Functional annotations across TWAS and QTLs collectively implicate coordinated dysregulation of metabolic (e.g., SIRT3, COA1), membrane lipid (e.g., AGMO), and immune signaling (e.g., PDCD1LG2, IRF7) pathways. These span colon, brain, and blood tissues, suggesting that IBS pathophysiology arises from the interaction of neurotransmitter signaling, immune modulation, and epithelial integrity—rather than being limited to gastrointestinal dysfunction.
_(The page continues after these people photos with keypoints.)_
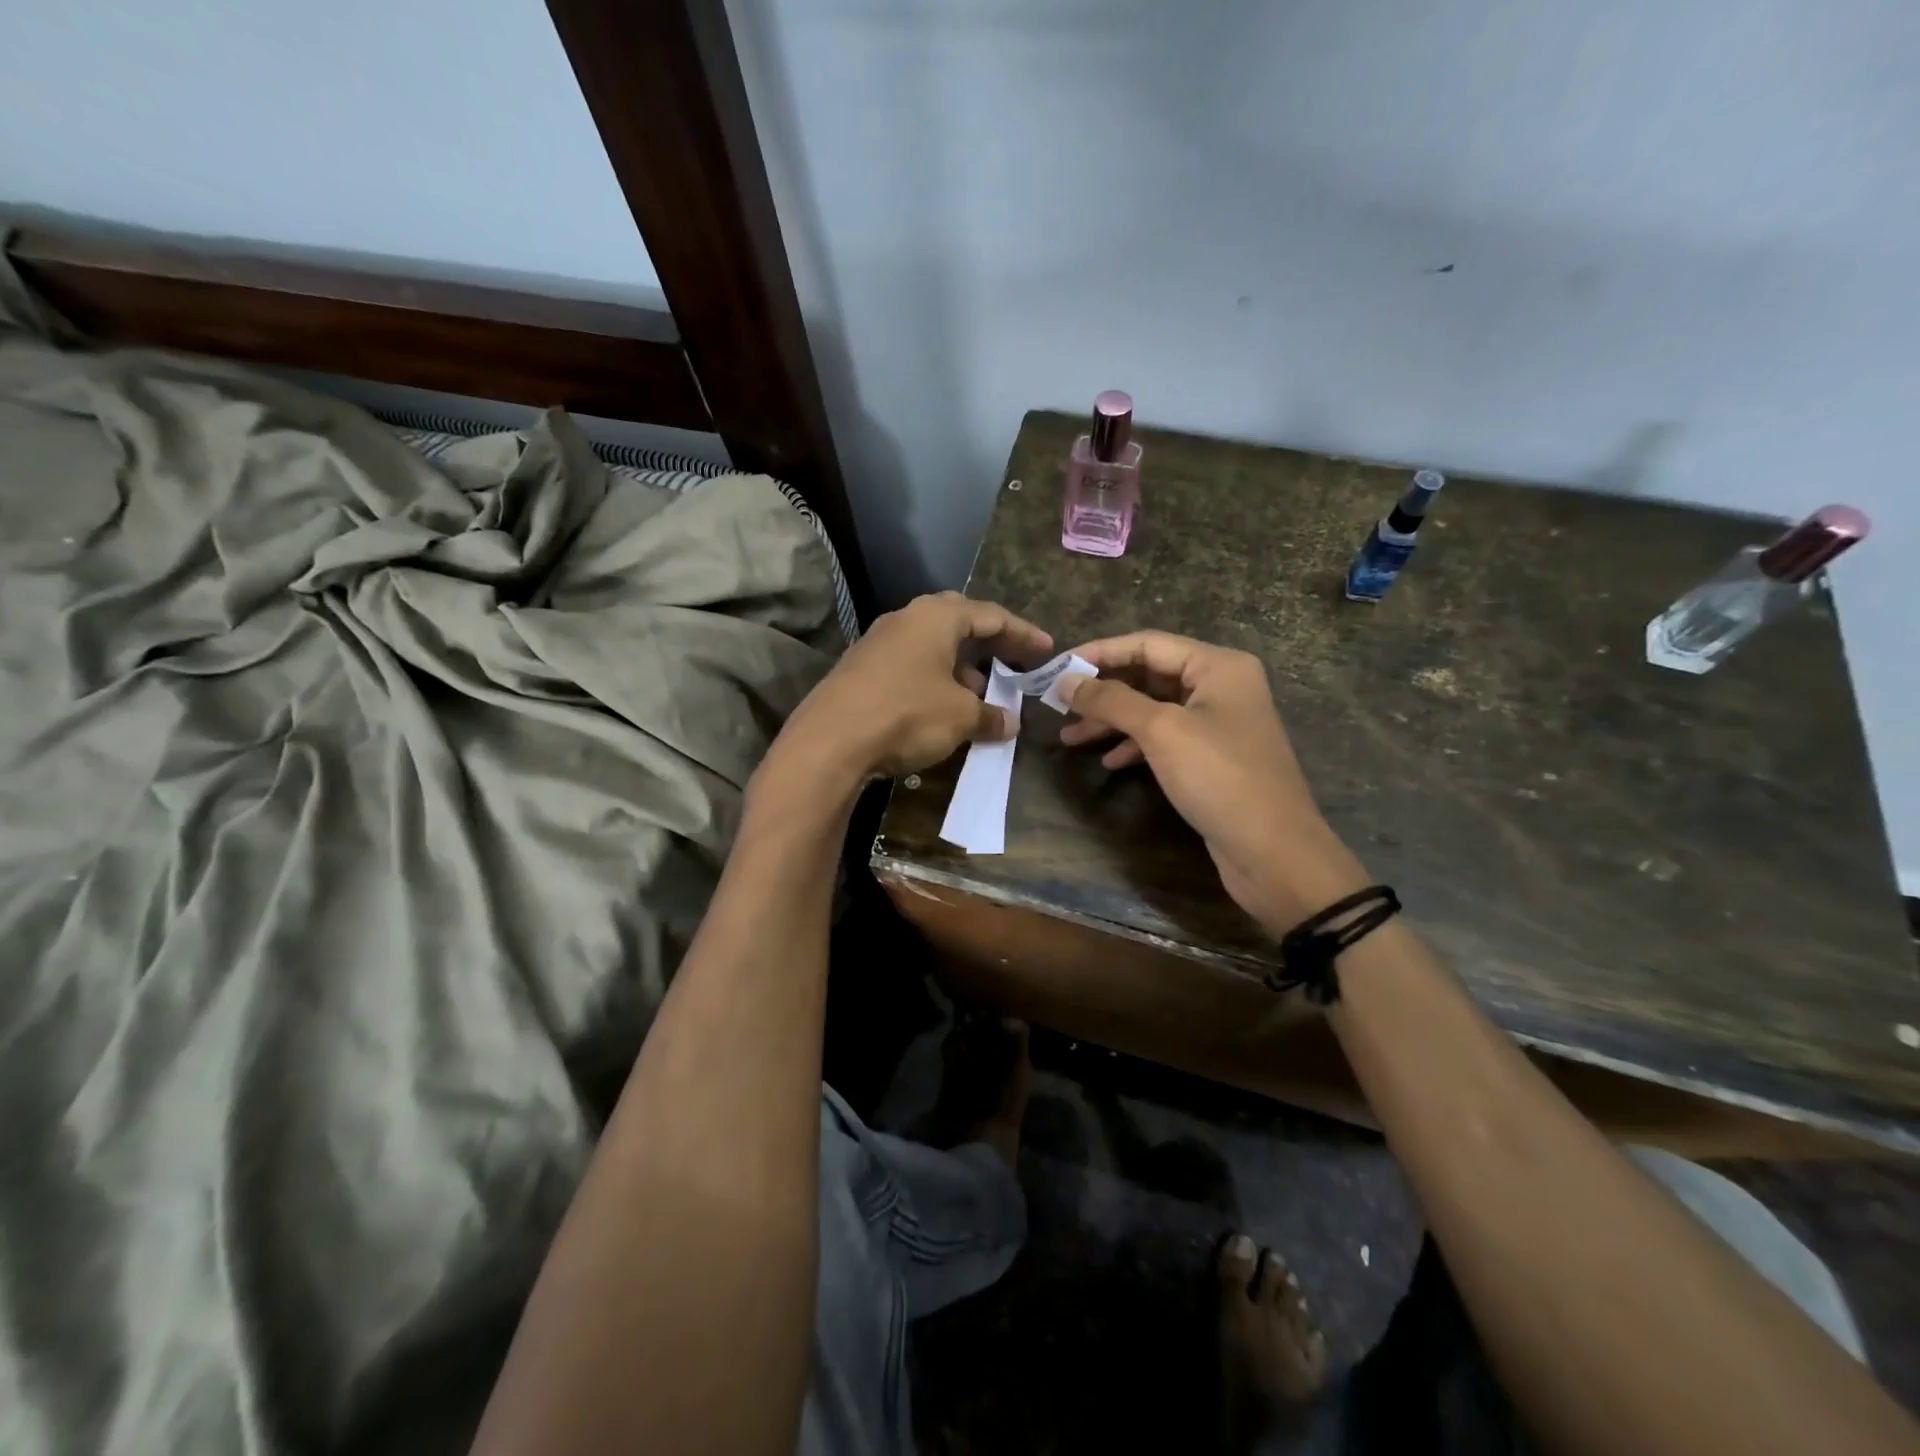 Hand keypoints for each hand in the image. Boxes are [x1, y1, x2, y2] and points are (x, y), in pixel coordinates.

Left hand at [772, 592, 1051, 783]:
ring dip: (962, 667)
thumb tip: (1010, 723)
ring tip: (983, 694)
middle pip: (961, 624)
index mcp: (936, 616)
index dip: (1023, 634)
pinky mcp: (862, 669)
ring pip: (934, 647)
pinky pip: (912, 665)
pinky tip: (944, 707)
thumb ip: (990, 716)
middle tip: (1016, 663)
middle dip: (991, 645)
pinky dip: (936, 680)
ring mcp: (880, 642)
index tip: (1047, 650)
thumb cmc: (907, 714)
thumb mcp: (960, 717)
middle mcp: (907, 619)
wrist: (830, 741)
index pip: (992, 616)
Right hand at [1056, 632, 1367, 932]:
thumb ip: (1111, 700)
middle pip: (1149, 675)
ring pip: (1153, 709)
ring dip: (1111, 721)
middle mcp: (1221, 686)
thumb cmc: (1220, 779)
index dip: (1099, 653)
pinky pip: (1165, 738)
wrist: (1274, 853)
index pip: (1147, 644)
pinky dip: (1134, 745)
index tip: (1056, 668)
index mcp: (1217, 666)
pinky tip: (1109, 761)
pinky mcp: (1212, 757)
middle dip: (1103, 690)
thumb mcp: (1161, 731)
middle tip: (1058, 705)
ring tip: (1070, 737)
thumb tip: (1066, 680)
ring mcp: (1218, 723)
Our study leverages the largest and most comprehensive integrated IBS GWAS datasets to date—including UK Biobank, the Bellygenes initiative, and the recent 2024 Million Veteran Program cohorts—which substantially increases statistical power for identifying novel risk loci and enables a more refined characterization of the genetic architecture of IBS. Through systematic integration of multi-omics data, we further provide a high-resolution functional map of the gut–brain axis. Despite the modest heritability of IBS, our analyses reveal strong and consistent genetic correlations with multiple psychiatric disorders, reinforcing its biological connection to the gut–brain axis. Moreover, integrated analyses incorporating tissue-level and cell-type-specific regulatory annotations highlight convergent patterns of genetic regulation across the colon, brain, and immune system, suggesting shared biological mechanisms underlying disease susceptibility. A notable limitation of this study is that the analyses were restricted to individuals of European genetically inferred ancestry, which may limit the generalizability of the findings to other populations and underscores the need for future cross-ancestry genetic studies. Collectively, these results provide a more comprehensive genetic framework for IBS and offer insights that may guide downstream functional investigations and the development of targeted therapeutic strategies.